[Saved data entries]
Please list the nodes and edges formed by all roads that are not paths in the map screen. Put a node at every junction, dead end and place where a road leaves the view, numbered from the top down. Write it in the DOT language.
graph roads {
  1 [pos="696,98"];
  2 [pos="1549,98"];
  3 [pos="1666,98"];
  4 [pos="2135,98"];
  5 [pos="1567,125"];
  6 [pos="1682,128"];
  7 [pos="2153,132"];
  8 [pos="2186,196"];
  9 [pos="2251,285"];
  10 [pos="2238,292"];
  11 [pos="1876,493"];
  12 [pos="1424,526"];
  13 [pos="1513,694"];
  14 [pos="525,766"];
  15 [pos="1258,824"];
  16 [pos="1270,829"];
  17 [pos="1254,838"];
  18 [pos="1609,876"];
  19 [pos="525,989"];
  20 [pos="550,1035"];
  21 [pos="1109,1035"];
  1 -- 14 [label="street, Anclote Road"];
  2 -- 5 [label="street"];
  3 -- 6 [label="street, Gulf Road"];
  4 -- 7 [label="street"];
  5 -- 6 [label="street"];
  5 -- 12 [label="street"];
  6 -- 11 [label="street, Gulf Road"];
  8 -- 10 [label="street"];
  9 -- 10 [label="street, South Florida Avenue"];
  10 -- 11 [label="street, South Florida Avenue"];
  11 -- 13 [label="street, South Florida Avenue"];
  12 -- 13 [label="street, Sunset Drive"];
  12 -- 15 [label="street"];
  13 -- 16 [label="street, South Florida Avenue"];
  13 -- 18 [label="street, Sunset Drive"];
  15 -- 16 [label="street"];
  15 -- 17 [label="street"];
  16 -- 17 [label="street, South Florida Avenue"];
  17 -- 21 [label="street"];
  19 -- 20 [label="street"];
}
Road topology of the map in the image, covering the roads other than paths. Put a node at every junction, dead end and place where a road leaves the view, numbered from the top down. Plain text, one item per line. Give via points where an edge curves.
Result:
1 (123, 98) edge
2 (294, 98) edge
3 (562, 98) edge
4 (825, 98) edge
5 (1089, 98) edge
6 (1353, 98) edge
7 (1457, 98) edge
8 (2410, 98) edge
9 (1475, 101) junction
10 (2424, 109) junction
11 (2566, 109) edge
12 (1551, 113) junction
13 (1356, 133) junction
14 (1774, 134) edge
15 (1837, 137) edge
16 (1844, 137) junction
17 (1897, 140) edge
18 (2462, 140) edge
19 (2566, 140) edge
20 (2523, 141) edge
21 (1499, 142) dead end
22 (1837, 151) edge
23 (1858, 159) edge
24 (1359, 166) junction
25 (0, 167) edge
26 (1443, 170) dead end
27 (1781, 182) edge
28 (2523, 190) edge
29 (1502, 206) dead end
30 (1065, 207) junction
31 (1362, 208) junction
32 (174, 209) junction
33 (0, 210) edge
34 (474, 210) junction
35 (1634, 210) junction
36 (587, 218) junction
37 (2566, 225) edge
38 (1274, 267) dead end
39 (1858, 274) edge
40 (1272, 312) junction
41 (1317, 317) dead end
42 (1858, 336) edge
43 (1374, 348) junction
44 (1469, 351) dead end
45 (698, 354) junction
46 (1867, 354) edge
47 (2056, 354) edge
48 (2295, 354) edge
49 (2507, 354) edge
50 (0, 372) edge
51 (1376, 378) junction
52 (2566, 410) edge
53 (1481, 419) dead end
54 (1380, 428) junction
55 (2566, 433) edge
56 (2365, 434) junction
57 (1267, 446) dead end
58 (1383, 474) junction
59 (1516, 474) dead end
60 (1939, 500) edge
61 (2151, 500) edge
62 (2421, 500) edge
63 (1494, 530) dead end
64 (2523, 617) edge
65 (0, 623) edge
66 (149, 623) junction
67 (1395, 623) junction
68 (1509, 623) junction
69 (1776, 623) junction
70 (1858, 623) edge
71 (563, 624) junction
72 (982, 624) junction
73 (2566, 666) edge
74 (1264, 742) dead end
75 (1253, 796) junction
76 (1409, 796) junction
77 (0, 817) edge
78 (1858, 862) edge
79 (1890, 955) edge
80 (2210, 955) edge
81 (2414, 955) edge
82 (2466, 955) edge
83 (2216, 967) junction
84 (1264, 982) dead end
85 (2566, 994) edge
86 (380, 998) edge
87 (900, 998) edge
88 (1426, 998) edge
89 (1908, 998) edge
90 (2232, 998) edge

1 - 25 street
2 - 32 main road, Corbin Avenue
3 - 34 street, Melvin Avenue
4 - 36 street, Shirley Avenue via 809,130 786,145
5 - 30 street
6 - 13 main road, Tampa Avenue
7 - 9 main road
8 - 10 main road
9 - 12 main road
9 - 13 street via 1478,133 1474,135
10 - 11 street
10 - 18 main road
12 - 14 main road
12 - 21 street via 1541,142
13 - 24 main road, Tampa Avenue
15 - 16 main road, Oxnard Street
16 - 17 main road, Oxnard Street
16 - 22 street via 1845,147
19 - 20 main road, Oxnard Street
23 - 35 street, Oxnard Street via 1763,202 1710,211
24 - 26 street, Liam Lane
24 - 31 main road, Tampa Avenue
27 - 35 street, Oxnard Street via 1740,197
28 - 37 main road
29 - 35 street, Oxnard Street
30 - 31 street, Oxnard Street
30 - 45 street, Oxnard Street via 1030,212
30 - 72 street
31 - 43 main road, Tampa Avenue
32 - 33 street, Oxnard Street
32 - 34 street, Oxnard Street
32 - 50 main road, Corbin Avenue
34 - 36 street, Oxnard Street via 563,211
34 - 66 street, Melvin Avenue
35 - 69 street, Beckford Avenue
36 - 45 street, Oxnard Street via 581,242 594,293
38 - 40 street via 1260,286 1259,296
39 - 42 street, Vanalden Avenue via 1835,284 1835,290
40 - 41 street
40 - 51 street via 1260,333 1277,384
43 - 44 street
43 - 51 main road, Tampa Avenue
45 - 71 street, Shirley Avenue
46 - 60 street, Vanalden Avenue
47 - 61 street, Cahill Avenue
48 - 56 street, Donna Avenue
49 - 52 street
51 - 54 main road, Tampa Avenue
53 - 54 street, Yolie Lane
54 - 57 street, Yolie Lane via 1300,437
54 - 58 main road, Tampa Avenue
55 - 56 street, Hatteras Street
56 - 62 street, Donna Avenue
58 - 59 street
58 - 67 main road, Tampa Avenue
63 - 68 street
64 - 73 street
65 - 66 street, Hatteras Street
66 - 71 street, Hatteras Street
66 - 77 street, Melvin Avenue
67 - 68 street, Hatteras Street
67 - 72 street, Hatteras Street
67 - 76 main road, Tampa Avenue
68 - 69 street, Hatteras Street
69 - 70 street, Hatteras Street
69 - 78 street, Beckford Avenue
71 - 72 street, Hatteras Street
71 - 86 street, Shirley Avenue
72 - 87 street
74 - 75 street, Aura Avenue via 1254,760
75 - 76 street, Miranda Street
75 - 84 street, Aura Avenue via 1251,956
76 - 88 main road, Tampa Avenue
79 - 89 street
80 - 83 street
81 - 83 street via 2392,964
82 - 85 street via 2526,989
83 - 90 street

Work required
Report the lines above that contain "paths".

Task result
Please list the nodes and edges formed by all roads that are not paths in the map screen. Put a node at every junction, dead end and place where a road leaves the view, numbered from the top down. Write it in the DOT language.
Road topology of the map in the image, covering the roads other than paths. Put a node at every junction, dead end and place where a road leaves the view, numbered from the top down. Plain text, one item per line. Give via points where an edge curves.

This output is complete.